Records contained in a dataset:
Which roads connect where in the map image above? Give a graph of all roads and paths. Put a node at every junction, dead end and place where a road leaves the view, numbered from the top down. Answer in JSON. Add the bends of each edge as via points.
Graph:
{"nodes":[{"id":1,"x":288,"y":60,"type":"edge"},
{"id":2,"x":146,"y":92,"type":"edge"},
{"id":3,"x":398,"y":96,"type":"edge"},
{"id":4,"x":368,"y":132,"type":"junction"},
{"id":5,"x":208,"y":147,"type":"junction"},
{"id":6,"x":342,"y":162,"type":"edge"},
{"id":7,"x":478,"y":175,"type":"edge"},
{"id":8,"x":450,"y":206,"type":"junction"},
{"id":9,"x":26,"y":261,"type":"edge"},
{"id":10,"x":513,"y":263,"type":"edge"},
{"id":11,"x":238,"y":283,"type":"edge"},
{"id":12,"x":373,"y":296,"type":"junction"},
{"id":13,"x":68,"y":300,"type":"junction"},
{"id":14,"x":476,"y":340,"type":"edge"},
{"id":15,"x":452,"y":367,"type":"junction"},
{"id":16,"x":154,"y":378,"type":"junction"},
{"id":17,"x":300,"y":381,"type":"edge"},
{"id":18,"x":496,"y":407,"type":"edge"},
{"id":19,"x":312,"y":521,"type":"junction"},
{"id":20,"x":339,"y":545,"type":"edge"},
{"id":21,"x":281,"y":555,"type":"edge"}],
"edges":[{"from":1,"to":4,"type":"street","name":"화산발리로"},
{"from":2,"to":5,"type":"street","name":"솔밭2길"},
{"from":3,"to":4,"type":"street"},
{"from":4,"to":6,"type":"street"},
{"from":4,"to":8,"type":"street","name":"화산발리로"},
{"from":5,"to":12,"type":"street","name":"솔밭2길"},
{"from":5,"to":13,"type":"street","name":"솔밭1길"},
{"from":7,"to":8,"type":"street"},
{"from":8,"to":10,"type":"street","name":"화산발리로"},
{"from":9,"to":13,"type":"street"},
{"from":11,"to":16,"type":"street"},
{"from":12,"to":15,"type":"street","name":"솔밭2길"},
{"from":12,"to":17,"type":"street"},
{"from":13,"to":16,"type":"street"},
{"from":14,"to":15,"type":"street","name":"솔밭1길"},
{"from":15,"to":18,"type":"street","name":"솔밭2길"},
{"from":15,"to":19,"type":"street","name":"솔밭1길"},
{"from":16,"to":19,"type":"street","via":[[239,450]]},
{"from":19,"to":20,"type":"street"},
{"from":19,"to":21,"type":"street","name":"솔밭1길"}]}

- [Exercise goal] Read the entries and pick out all lines that include the word "화산발리로".

- [Written response]
"edges":[{"from":1,"to":4,"type":"street","name":"화산발리로"},
{"from":4,"to":8,"type":"street","name":"화산발리로"},
{"from":8,"to":10,"type":"street","name":"화산발리로"},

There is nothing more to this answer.